## DIRECTIONS
Lines containing the word "Ленина" are to be copied from the data below.

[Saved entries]
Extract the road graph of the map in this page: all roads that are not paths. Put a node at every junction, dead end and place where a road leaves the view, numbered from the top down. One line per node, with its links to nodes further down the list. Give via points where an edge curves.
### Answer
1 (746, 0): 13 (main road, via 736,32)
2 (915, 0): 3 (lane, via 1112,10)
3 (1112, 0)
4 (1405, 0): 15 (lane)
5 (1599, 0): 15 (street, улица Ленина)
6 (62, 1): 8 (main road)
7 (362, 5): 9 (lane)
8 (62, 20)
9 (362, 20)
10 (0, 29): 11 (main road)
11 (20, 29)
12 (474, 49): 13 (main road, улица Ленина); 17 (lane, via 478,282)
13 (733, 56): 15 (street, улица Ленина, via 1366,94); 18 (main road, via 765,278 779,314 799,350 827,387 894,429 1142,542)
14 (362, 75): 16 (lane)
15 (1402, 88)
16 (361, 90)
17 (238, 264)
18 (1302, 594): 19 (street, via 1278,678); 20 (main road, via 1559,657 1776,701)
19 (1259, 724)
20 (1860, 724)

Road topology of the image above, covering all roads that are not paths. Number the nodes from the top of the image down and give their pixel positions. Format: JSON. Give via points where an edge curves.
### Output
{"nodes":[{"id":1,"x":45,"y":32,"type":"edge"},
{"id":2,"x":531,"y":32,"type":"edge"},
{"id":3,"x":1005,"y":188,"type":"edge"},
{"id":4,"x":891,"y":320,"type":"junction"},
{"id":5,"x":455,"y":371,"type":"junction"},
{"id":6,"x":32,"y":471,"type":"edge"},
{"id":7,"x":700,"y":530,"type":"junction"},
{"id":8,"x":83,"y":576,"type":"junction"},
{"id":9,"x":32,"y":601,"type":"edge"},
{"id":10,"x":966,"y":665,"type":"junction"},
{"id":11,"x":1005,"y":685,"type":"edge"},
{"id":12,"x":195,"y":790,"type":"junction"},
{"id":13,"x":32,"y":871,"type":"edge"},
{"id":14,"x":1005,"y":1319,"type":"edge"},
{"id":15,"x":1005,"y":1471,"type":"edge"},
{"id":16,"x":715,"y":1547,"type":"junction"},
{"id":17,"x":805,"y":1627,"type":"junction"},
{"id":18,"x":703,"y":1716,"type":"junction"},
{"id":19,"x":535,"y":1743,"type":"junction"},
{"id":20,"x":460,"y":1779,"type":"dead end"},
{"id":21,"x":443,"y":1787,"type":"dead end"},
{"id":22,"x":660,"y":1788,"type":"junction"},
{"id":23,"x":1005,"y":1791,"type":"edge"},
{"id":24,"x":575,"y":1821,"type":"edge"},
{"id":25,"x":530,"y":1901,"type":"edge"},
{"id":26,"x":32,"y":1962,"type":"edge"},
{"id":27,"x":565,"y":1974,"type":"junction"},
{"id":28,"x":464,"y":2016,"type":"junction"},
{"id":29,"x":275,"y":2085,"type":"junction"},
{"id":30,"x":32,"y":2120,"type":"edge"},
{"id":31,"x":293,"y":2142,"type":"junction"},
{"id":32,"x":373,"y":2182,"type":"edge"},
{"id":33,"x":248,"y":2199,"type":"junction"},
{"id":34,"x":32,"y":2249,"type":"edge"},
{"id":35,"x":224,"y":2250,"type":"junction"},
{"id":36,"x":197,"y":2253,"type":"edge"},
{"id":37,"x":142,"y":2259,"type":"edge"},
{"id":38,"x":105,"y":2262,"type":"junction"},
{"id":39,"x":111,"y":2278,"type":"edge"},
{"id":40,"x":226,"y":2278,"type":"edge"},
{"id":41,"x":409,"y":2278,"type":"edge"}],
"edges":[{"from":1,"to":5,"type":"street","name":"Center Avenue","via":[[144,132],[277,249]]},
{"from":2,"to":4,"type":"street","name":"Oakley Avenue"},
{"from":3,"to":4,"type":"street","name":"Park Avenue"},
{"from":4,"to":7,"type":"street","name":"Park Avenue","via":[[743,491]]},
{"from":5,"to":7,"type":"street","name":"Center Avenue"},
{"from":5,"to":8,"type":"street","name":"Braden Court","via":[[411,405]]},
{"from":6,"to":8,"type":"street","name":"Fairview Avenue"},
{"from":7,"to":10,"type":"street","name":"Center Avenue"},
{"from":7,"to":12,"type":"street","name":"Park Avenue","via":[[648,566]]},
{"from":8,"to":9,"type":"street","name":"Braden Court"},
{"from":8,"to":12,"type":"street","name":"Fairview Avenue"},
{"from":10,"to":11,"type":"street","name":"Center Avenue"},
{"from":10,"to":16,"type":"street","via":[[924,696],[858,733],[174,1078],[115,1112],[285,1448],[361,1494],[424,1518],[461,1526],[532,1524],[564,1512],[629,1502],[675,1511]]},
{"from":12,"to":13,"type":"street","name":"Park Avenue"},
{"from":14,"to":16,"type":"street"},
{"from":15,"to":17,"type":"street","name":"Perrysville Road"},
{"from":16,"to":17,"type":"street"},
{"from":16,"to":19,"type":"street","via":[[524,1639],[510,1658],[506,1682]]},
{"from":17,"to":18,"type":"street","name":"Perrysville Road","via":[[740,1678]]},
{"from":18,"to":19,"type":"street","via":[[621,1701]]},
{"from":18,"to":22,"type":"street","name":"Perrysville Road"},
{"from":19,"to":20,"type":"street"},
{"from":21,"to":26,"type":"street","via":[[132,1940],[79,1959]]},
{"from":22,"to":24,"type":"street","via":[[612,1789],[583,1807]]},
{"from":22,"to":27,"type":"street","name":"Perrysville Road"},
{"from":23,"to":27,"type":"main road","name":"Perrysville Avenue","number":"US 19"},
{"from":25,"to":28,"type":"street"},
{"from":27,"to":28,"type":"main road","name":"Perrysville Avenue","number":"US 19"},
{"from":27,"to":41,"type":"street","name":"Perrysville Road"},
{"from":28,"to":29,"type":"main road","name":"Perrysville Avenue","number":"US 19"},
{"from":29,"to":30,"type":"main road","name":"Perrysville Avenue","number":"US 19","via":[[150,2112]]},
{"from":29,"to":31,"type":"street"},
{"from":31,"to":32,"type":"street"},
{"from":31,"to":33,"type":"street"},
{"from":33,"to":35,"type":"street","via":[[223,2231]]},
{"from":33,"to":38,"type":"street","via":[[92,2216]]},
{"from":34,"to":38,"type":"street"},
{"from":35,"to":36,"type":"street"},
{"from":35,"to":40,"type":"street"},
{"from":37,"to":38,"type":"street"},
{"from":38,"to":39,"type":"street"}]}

## REPLY TO THE TASK
5 (1599, 0): 15 (street, улица Ленина)
12 (474, 49): 13 (main road, улица Ленина); 17 (lane, via 478,282)
13 (733, 56): 15 (street, улица Ленина, via 1366,94); 18 (main road, via 765,278 779,314 799,350 827,387 894,429 1142,542)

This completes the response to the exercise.